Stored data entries
☆ ☆ ☆ ☆ ☆ ☆ ☆
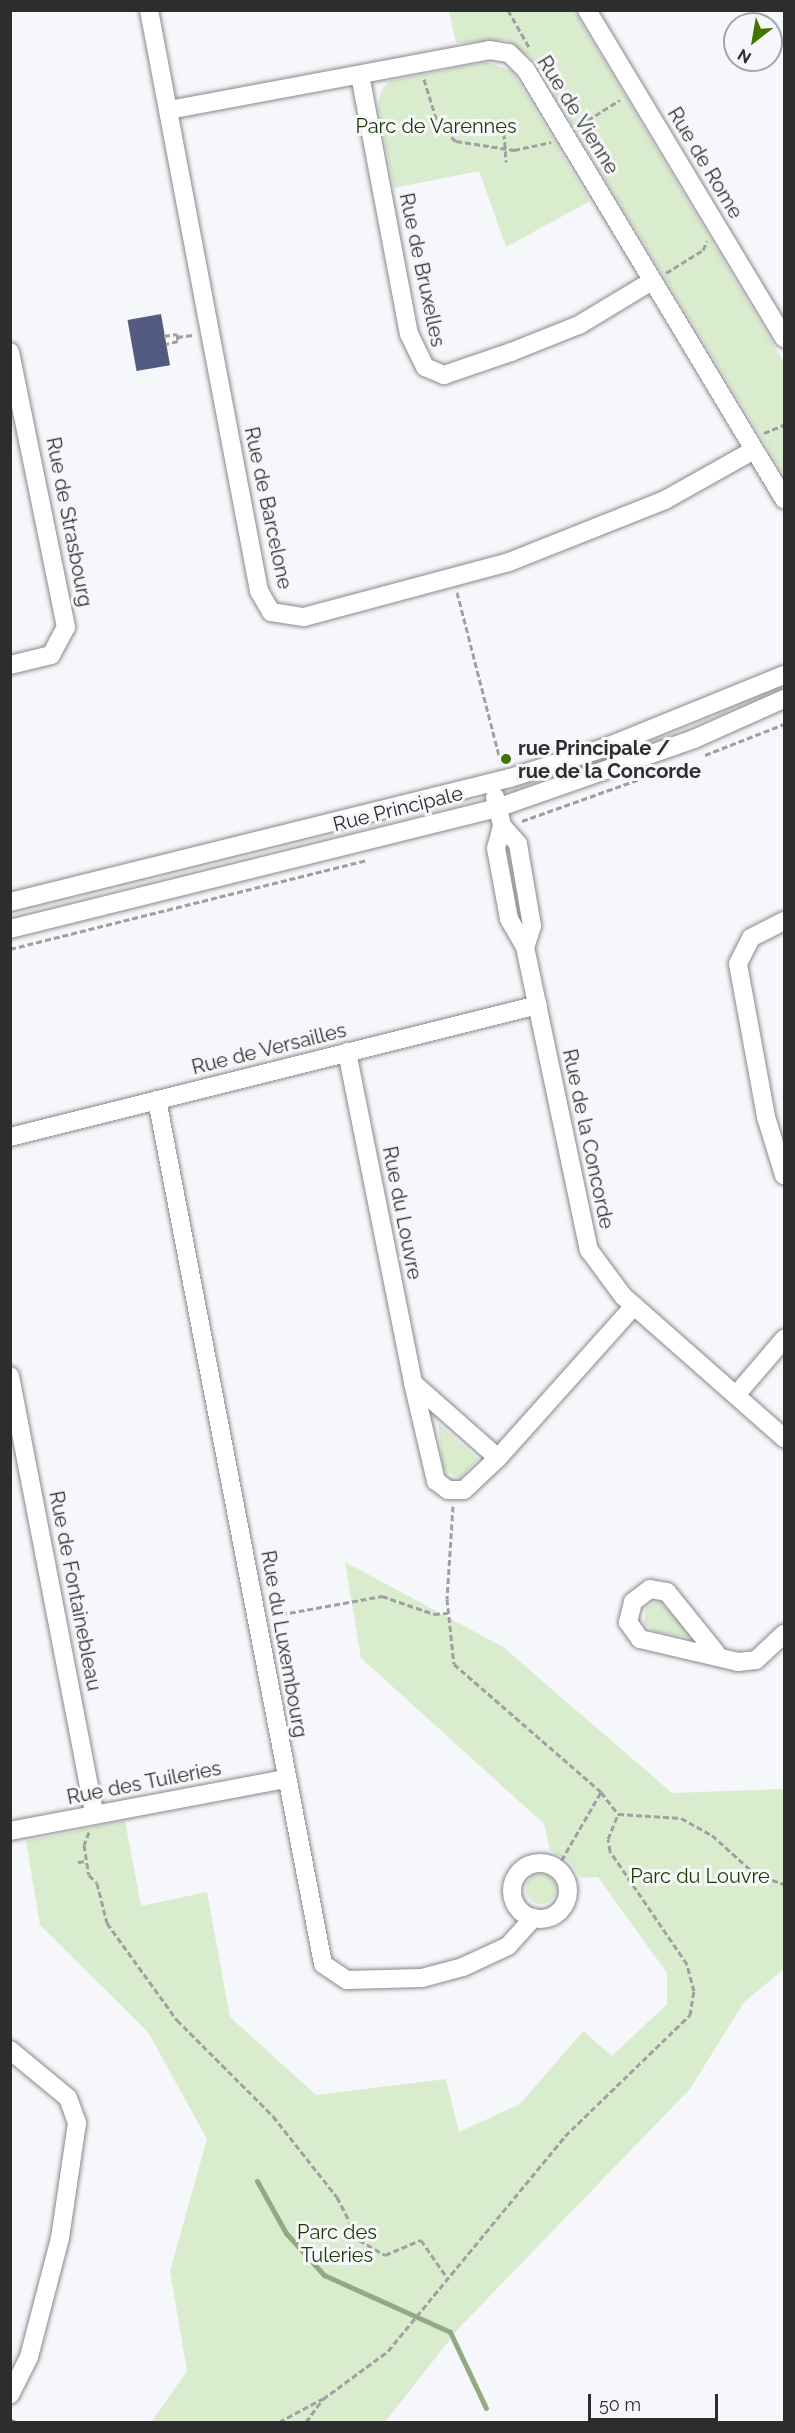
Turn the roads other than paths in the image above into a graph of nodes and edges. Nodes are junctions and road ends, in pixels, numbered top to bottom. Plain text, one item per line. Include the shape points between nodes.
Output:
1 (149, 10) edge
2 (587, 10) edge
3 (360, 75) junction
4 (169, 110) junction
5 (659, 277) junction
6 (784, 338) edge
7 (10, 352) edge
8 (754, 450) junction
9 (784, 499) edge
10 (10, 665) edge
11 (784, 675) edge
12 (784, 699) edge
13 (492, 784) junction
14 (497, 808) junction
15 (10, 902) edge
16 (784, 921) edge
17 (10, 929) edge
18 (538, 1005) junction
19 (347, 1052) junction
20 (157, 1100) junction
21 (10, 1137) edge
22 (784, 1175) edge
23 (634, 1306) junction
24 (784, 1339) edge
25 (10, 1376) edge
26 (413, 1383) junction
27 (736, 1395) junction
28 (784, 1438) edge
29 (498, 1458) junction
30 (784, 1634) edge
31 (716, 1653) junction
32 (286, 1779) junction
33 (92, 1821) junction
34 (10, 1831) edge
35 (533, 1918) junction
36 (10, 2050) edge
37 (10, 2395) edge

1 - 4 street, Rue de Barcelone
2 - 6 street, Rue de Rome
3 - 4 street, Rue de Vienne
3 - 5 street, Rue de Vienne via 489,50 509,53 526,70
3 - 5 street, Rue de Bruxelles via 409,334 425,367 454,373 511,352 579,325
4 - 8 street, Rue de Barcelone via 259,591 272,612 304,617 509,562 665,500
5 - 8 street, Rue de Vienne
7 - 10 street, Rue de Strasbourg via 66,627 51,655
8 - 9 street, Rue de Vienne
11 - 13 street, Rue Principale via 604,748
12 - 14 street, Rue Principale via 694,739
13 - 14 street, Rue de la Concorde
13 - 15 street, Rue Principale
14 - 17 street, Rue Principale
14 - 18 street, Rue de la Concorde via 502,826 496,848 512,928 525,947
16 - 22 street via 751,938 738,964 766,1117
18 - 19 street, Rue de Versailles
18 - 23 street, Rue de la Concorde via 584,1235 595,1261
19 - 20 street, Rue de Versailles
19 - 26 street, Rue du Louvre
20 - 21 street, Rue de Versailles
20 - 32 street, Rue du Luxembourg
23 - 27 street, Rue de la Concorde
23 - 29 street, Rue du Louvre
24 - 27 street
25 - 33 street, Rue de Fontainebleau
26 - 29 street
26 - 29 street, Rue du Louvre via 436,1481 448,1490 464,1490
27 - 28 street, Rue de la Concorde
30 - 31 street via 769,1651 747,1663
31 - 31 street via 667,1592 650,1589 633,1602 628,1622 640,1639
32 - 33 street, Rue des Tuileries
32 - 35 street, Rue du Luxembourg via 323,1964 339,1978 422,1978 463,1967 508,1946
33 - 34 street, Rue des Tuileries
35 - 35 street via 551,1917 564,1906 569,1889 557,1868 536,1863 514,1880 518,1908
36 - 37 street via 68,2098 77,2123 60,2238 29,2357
☆ ☆ ☆ ☆ ☆ ☆ ☆
*WORK ITEM*
Give back the data exactly. Skip any images.

*TASK OUTPUT*
Turn the roads other than paths in the image above into a graph of nodes and edges. Nodes are junctions and road ends, in pixels, numbered top to bottom. Plain text, one item per line. Include the shape points between nodes.
Output:
1 (149, 10) edge
2 (587, 10) edge
3 (360, 75) junction
4 (169, 110) junction
5 (659, 277) junction
6 (784, 338) edge
7 (10, 352) edge
8 (754, 450) junction
9 (784, 499) edge
10 (10, 665) edge
11 (784, 675) edge
12 (784, 699) edge
13 (492, 784) junction
14 (497, 808) junction
15 (10, 902) edge
16 (784, 921) edge
17 (10, 929) edge
18 (538, 1005) junction
19 (347, 1052) junction
20 (157, 1100) junction
21 (10, 1137) edge
22 (784, 1175) edge
23 (634, 1306) junction
24 (784, 1339) edge
25 (10, 1376) edge
26 (413, 1383) junction
27 (736, 1395) junction
28 (784, 1438) edge
29 (498, 1458) junction
30 (784, 1634) edge
31 (716, 1653) junction
32 (286, 1779) junction
33 (92, 1821) junction
34 (10, 1831) edge
35 (533, 1918) junction
36 (10, 2050) edge
37 (10, 2395) edge

1 - 4 street, Rue de Barcelone
2 - 6 street, Rue de Rome
3 - 4 street, Rue de Vienne
3 - 5 street, Rue de Vienne via 489,50 509,53 526,70
3 - 5 street, Rue de Bruxelles via 409,334 425,367 454,373 511,352 579,325
4 - 8 street, Rue de Barcelone via 259,591 272,612 304,617 509,562 665,500
5 - 8 street, Rue de Vienne
7 - 10 street, Rue de Strasbourg via 66,627 51,655
8 - 9 street, Rue de Vienne
11 - 13 street, Rue Principale via 604,748
12 - 14 street, Rue Principale via 694,739
13 - 14 street, Rue de la Concorde
13 - 15 street, Rue Principale
14 - 17 street, Rue Principale
14 - 18 street, Rue de la Concorde via 502,826 496,848 512,928 525,947
16 - 22 street via 751,938 738,964 766,1117
18 - 19 street, Rue de Versailles
18 - 23 street, Rue de la Concorde via 584,1235 595,1261
19 - 20 street, Rue de Versailles
19 - 26 street, Rue du Louvre
20 - 21 street, Rue de Versailles
20 - 32 street, Rue du Luxembourg
23 - 27 street, Rue de la Concorde
23 - 29 street, Rue du Louvre
24 - 27 street
25 - 33 street, Rue de Fontainebleau
26 - 29 street
26 - 29 street, Rue du Louvre via 436,1481 448,1490 464,1490
27 - 28 street, Rue de la Concorde
30 - 31 street via 769,1651 747,1663
31 - 31 street via 667,1592 650,1589 633,1602 628,1622 640,1639
32 - 33 street, Rue des Tuileries
32 - 35 street, Rue du Luxembourg via 323,1964 339,1978 422,1978 463,1967 508,1946
33 - 34 street, Rue des Tuileries
35 - 35 street via 551,1917 564,1906 569,1889 557,1868 536,1863 514,1880 518,1908
36 - 37 street via 68,2098 77,2123 60,2238 29,2357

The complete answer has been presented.